##### DATA TO USE #####

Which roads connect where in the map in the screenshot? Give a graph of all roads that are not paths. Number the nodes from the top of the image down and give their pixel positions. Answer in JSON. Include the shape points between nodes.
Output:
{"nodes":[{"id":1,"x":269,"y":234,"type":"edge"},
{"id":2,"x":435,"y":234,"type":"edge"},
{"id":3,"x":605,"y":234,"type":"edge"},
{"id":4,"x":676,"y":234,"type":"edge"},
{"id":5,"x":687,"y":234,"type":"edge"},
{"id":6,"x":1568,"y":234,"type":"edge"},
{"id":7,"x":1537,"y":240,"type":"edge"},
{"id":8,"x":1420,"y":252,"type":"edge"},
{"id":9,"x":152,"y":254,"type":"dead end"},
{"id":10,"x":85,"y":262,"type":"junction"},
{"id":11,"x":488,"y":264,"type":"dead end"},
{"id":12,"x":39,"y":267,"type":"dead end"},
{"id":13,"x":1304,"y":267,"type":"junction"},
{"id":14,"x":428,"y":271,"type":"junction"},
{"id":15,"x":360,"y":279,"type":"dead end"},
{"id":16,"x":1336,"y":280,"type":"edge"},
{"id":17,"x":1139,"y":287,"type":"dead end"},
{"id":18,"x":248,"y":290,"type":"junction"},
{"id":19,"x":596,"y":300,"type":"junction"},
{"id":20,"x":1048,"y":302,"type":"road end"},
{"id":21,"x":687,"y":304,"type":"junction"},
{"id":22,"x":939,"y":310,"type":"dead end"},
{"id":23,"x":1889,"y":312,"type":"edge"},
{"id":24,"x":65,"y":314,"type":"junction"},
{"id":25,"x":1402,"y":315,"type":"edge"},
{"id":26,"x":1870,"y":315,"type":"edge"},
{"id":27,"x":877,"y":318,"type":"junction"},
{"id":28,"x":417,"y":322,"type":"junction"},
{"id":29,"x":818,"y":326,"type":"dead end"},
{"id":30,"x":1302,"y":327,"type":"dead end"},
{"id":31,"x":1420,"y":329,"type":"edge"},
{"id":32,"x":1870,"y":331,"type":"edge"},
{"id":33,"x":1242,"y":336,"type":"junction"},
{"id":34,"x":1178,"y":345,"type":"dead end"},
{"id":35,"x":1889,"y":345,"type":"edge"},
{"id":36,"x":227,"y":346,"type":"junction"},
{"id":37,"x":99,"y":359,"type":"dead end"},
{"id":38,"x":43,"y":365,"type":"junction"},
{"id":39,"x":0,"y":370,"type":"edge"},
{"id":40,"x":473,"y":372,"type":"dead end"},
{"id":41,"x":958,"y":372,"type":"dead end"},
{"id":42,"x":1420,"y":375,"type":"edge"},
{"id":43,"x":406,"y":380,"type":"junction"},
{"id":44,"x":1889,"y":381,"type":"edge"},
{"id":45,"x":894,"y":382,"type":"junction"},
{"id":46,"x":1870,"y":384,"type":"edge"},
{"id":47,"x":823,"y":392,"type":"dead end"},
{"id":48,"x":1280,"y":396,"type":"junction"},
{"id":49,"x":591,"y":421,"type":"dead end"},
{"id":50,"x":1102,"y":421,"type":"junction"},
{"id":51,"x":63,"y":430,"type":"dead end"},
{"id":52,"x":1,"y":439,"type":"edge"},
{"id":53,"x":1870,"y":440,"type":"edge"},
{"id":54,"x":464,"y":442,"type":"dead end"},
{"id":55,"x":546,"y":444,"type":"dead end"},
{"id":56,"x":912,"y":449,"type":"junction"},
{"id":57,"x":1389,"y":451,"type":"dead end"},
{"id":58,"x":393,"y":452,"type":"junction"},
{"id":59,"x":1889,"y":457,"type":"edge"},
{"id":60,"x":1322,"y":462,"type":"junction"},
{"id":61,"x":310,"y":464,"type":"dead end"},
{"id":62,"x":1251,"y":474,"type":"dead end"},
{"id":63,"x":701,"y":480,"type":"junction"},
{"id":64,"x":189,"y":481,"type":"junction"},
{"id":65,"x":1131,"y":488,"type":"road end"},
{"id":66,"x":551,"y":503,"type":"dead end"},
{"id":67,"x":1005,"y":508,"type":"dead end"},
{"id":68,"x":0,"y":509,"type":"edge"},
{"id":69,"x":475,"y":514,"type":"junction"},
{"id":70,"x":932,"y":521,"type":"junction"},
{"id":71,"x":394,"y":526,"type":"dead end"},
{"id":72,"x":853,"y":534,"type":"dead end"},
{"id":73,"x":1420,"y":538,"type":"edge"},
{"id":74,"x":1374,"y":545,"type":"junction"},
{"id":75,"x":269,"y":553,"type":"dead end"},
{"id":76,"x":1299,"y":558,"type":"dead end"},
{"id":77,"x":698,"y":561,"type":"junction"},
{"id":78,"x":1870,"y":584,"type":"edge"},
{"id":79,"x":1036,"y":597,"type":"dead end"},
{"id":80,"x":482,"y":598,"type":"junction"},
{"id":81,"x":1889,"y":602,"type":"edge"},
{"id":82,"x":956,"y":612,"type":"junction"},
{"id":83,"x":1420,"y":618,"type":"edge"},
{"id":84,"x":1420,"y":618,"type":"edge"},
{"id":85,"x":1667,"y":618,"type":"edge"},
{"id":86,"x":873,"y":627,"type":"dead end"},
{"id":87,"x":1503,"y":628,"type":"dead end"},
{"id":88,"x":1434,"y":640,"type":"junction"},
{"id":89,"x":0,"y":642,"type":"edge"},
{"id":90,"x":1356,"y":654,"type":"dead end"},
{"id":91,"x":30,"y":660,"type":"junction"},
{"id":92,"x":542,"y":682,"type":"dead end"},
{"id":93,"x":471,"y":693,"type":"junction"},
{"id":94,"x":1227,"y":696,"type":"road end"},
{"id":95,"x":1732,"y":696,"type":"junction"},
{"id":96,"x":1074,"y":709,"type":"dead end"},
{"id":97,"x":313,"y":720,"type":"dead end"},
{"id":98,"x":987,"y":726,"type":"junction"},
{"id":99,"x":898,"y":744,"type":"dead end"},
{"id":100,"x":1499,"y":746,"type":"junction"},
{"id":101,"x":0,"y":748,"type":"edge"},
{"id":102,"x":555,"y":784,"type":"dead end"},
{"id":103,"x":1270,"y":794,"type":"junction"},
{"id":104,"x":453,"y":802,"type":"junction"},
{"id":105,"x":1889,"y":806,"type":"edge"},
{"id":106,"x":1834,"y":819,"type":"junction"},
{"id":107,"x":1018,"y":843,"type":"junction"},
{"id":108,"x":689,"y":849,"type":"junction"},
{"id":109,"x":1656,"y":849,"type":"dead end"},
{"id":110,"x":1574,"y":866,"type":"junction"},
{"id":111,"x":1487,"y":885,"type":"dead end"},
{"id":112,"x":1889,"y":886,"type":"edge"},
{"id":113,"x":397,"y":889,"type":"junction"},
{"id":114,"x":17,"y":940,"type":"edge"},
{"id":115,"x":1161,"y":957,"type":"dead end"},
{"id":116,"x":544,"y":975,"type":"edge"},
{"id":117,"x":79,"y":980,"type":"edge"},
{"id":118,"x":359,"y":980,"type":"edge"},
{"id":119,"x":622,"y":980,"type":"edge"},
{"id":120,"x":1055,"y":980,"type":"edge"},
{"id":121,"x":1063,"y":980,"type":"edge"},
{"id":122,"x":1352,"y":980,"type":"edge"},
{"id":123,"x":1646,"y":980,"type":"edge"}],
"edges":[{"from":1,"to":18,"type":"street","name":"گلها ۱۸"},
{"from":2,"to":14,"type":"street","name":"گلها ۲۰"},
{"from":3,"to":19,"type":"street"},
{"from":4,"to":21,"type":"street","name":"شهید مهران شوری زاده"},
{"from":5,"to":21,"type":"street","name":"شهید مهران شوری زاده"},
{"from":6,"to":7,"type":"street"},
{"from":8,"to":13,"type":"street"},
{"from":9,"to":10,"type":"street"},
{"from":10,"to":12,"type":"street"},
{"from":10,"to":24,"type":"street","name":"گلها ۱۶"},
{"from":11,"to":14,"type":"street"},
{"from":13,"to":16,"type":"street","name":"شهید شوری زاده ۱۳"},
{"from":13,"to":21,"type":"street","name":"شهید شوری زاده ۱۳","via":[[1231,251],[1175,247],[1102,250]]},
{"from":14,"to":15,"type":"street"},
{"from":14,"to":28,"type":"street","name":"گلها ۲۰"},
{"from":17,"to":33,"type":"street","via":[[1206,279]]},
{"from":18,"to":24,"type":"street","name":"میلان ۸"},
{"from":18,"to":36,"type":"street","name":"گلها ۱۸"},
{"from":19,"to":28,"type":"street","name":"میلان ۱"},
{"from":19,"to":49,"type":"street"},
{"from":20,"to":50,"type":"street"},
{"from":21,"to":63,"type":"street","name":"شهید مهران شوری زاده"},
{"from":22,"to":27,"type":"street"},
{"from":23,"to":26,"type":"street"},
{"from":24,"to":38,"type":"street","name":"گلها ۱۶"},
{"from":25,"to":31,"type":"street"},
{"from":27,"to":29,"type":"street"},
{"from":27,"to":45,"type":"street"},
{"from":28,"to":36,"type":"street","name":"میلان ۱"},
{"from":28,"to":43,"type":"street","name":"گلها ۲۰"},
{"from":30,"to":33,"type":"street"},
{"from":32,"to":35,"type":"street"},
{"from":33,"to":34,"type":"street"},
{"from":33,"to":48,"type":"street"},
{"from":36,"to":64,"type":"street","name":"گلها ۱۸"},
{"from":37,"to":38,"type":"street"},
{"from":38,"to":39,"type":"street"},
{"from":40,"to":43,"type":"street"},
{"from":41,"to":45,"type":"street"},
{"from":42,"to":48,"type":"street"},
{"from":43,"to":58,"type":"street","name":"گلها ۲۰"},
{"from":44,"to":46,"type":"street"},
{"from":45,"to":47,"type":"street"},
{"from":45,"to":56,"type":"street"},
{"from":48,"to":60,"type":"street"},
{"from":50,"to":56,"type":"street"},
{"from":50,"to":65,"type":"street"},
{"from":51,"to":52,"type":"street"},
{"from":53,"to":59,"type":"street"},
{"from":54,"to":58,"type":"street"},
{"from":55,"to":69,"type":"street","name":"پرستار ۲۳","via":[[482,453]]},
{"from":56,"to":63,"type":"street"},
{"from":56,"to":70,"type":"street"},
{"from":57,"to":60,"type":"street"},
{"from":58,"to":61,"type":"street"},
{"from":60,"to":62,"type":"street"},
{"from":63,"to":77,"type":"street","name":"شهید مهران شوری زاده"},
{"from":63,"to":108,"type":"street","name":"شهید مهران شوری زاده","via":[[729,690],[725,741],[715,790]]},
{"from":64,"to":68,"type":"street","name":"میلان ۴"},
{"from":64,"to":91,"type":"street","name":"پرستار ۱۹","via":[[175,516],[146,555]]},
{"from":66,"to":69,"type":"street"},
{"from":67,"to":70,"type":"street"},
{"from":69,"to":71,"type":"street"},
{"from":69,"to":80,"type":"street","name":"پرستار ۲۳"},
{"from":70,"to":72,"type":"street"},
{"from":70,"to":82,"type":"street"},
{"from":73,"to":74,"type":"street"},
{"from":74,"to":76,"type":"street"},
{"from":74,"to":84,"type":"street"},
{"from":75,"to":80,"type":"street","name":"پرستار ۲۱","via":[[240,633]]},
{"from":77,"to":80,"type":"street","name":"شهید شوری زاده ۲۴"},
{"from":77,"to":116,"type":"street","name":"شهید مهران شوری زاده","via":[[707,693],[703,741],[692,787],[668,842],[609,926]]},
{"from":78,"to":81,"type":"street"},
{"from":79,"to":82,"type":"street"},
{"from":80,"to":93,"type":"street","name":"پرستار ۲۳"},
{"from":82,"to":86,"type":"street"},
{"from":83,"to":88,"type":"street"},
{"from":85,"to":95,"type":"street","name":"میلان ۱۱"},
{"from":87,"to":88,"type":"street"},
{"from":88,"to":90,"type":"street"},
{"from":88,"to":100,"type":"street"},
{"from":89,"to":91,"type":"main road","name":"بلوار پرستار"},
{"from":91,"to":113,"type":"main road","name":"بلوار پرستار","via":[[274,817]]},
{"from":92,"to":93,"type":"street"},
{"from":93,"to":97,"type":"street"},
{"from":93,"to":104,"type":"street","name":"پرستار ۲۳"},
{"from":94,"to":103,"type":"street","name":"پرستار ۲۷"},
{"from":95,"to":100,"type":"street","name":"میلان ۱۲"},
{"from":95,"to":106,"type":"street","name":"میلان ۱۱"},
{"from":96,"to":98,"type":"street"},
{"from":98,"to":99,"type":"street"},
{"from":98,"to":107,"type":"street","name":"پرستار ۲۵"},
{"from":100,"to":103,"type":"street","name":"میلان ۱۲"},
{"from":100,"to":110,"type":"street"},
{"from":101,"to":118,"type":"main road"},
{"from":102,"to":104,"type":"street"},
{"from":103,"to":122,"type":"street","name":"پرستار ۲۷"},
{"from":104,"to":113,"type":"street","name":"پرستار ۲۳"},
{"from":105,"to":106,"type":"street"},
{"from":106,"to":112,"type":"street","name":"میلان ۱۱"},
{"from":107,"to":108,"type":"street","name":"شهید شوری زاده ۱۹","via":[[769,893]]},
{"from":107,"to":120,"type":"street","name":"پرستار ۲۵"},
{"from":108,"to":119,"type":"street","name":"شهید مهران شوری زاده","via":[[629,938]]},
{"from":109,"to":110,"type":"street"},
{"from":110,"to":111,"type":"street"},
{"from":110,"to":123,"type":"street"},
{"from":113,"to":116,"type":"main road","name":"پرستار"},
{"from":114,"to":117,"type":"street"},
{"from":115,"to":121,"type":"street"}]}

#####

Take each line of the material that contains the word "میلان" and list it.

{"from":18,"to":24,"type":"street","name":"میلان ۸"},
{"from":19,"to":28,"type":"street","name":"میلان ۱"},
{"from":28,"to":36,"type":"street","name":"میلان ۱"},
{"from":64,"to":68,"type":"street","name":"میلان ۴"},
{"from":85,"to":95,"type":"street","name":"میلان ۱۱"},
{"from":95,"to":100,"type":"street","name":"میلان ۱۲"},
{"from":95,"to":106,"type":"street","name":"میلان ۱۱"},
{"from":100,"to":103,"type":"street","name":"میلان ۱۲"},
{"from":106,"to":112,"type":"street","name":"میلان ۱۱"},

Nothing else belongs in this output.